После перерыва начался разговор. В кинозале, перед экраном, прикрытым занавесом, разместился президиум: Хрущев, другие члены Президиума ЦК. С коротким докладом выступил Ильичев. Леонид Федорович отлично понимал, что Суслов его подставляет, но не подставиться не мог. Не уходить же ему из-за каких то художников из секретарей ЦК? И вообще из политики? Человек умный и изворотливый, он попытался выкрутиться. Критику свел к перечислению уже «обсуждавшихся» в Манеже работ: «Обнаженная» Фалька, «Толька» Жутовского, «Разрушенная классика» Неизвестного и иже с ними. От себя не добавил практически ничего. Правда, упомянул недавно вышедший в Нью-Йорке сборник стихов «Весенний лист» тогда еще никому неизвестного диссидента-математика А. Есенина-Вольпина, писавшего: «Что тираны их — мать и отец, / И убить их пора бы давно…», и еще: «Ничего не хочу от зверей, / Населяющих злую Москву». Строки, на мой взгляд, не столько поэтические, сколько политические, но автору виднее.
Затем Ильичев рассказал о новом письме Хрущеву от группы деятелей культуры, писавших о свободе выражения мнений, ставшей возможной после XX и XXII съездов партии, и одновременно опасавшихся «появления нового Сталина» и заверил, что такого не случится.
— У нас полная свобода борьбы за коммунизм, — провозгласил в заключение Леонид Федорович.
Хлопали ему дружно, но не очень громко.
Ромм Ильичева не запомнил, поэтому я для комментариев предоставлю слово Белютину, он тоже присутствовал на обеде: «Леонид Ильичев, толстый невысокий человек в сверкающих очках мало напоминал того “растерянного студента”, которому Хрущев в Манеже сделал выговор. Он (Ильичев. —
Белютин раскусил замысел Суслова, именно так он задумал представить нового «либерального» идеолога его «пастве». Пусть их от него с души воротит. И воротило. Еще как воротило. В полном соответствии с сусловским сценарием.

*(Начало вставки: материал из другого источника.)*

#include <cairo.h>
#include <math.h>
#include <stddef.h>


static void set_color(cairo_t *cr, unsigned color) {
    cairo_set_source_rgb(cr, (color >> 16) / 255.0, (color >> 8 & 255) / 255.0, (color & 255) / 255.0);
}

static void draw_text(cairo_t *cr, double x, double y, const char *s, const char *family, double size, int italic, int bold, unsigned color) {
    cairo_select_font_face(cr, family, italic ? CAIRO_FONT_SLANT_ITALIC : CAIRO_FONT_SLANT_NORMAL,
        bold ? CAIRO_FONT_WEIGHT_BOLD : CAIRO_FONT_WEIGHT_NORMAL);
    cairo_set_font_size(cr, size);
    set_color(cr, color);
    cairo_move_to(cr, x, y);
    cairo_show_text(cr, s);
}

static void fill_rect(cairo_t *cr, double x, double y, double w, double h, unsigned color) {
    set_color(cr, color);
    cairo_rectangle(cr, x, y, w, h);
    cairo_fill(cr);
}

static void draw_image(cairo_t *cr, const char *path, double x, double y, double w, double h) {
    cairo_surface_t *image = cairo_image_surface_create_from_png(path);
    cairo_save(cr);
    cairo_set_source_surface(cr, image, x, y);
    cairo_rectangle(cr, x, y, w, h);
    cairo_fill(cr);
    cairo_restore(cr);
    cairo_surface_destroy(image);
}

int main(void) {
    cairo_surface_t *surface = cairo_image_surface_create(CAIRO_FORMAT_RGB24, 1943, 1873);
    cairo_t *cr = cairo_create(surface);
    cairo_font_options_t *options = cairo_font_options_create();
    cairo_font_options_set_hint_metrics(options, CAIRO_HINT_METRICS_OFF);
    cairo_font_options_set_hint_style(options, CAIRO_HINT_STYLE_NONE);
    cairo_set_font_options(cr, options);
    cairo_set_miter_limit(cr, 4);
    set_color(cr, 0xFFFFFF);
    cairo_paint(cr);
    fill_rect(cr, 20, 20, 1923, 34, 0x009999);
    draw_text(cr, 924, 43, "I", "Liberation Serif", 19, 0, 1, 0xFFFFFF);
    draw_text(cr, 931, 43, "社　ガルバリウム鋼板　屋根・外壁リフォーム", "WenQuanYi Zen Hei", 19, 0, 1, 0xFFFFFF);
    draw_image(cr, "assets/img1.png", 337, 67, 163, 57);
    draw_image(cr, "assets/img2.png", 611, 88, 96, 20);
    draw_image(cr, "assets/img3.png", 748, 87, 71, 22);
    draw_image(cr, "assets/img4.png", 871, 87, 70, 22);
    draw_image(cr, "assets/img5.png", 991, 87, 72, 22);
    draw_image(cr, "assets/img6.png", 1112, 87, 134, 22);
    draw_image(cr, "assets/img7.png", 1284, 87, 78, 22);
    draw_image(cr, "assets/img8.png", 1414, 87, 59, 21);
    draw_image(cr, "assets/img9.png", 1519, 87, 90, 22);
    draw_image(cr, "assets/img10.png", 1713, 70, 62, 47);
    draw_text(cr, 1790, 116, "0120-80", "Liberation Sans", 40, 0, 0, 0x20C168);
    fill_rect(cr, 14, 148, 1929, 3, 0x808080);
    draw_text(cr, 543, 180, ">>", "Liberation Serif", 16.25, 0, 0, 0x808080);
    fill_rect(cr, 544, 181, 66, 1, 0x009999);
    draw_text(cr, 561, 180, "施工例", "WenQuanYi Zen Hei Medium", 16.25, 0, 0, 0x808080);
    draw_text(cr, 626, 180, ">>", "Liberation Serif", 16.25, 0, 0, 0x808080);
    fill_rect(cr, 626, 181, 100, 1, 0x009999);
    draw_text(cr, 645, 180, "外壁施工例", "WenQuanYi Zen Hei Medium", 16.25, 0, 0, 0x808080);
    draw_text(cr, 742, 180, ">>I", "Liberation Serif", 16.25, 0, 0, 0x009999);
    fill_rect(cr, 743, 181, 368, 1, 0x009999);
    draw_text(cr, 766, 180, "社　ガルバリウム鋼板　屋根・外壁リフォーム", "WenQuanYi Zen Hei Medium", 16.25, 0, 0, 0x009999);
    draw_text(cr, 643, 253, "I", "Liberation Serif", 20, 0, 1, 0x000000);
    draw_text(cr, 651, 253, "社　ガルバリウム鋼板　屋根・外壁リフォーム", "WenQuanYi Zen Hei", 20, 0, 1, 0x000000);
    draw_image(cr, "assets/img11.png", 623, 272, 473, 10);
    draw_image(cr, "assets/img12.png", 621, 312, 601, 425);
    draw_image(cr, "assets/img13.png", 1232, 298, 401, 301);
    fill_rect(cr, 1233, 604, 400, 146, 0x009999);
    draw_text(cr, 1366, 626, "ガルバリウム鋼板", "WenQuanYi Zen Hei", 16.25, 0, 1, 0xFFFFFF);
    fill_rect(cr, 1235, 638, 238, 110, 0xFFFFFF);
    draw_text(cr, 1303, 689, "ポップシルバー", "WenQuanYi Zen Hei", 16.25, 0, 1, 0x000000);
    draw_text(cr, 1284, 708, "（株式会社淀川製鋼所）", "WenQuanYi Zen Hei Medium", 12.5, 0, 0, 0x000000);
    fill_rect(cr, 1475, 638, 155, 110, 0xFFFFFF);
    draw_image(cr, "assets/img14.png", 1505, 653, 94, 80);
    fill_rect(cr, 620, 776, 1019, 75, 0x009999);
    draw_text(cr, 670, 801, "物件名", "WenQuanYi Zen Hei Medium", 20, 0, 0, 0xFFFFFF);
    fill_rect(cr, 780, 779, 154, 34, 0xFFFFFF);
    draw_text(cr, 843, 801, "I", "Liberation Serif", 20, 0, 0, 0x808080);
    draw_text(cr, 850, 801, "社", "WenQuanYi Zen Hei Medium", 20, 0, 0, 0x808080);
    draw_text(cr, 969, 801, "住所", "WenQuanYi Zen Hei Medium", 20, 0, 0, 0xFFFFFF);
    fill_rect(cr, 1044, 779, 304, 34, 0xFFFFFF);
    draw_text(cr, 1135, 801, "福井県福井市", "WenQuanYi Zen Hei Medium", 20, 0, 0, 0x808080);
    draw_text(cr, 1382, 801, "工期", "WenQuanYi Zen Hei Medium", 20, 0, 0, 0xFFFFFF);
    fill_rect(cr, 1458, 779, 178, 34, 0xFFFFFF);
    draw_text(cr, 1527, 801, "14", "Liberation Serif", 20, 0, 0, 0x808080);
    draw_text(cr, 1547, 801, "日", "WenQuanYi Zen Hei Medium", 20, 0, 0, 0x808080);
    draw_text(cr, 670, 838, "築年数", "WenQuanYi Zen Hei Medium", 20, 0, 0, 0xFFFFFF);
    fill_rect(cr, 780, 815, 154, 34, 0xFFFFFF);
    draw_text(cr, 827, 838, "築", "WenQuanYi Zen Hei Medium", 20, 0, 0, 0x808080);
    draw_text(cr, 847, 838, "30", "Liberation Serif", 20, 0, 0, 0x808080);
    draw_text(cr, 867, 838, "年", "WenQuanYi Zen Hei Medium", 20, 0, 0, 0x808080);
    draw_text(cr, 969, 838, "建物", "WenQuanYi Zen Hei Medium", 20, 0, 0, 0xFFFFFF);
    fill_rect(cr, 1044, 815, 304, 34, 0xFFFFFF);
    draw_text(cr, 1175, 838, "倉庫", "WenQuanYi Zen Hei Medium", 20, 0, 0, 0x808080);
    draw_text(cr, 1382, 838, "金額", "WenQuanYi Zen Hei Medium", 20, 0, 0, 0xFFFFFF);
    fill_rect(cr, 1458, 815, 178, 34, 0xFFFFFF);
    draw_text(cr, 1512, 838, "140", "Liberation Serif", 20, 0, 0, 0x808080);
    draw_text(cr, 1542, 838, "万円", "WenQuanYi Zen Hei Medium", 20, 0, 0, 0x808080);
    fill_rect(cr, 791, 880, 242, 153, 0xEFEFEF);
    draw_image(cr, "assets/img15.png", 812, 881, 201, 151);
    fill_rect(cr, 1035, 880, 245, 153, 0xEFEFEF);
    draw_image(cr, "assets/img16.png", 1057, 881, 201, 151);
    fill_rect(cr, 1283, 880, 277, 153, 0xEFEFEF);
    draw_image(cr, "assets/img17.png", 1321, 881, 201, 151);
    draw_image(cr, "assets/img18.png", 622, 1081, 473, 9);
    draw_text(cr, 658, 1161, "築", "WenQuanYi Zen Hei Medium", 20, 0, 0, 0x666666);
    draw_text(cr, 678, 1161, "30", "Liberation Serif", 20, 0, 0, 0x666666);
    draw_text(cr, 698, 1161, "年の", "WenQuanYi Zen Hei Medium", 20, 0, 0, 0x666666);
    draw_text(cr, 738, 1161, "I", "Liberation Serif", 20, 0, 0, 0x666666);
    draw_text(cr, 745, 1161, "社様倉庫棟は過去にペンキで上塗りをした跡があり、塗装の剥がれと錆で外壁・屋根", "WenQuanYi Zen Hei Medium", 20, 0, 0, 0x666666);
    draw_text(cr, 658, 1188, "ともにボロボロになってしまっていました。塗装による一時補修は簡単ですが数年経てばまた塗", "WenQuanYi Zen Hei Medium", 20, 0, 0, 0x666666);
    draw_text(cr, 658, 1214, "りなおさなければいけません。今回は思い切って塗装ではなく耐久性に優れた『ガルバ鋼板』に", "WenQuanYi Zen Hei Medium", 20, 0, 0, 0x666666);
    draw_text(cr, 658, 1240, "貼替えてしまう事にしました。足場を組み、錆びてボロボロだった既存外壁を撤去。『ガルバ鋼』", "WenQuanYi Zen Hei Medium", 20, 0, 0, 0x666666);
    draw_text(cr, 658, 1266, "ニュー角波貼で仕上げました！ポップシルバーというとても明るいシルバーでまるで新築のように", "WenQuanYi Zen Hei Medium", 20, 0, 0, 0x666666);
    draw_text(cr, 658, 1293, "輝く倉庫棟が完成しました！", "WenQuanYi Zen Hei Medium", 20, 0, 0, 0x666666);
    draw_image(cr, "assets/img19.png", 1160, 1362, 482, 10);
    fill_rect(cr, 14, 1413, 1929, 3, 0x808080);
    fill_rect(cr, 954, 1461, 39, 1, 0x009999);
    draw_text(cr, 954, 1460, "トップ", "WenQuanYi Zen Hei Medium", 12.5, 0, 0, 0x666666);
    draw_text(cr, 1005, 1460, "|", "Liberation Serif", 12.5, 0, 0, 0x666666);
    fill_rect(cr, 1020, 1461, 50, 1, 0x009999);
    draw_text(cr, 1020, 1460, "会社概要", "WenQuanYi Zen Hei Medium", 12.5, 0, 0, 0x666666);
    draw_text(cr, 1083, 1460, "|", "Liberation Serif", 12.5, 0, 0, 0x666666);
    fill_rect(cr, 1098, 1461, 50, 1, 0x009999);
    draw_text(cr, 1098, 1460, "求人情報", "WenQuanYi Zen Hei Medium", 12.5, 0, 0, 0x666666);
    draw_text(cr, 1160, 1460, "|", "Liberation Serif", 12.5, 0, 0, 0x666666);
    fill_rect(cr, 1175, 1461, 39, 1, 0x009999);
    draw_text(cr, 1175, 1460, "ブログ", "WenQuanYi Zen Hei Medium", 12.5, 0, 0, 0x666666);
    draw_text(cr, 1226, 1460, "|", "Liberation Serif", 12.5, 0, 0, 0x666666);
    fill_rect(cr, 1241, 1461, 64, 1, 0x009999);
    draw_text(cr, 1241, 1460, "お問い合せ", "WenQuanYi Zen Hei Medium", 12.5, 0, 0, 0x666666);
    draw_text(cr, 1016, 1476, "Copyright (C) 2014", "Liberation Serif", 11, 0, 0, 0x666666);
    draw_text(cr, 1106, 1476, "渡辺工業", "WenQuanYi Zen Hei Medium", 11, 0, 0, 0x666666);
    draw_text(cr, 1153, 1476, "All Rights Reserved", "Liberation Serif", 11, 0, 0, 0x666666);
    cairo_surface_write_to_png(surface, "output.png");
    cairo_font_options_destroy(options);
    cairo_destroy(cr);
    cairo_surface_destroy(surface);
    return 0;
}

После доклада, как водится, начались выступления. Так уж получилось, что воспоминания о происходившем оставили молодые, только пробивавшиеся наверх «левые» писатели и иные деятели искусства или их покровители, вроде Ромма и Белютина. Поэтому рассказы об этом и последовавших за ним совещаниях выглядят очень прямолинейно и однобоко, свидетели представляют их как столкновение «левых» с Хрущевым или Хрущева с «левыми», и оставляют за кадром все остальное. Естественно — «у кого что болит, тот о том и говорит». На самом же деле обсуждению «левых» на этих собраниях отводилось совсем немного времени, на девяносто процентов обсуждение заполнялось выступлениями писателей, художников, режиссеров, уже «сделавших» свою судьбу. Существующие власть и идеология их устраивали, и они устраивали власть. Речь вели о мелочах, кому-то хотелось расширить издательские планы, да не хватало денег, кто-то просил построить консерваторию или Дом творчества.
Собственно, в Доме приемов на Ленинских горах судачили, главным образом, о деньгах. Стороны, в том числе и «левые» формалисты-неформалы, добивались благосклонности государства так же, как в XVIII веке поэт Гаврила Державин стремился обрести благосклонность императрицы Екатерины Великой, ибо в России, и не только в России, благосклонность властей означала милости, достаток, славу. А потому боролись за нее они отчаянно.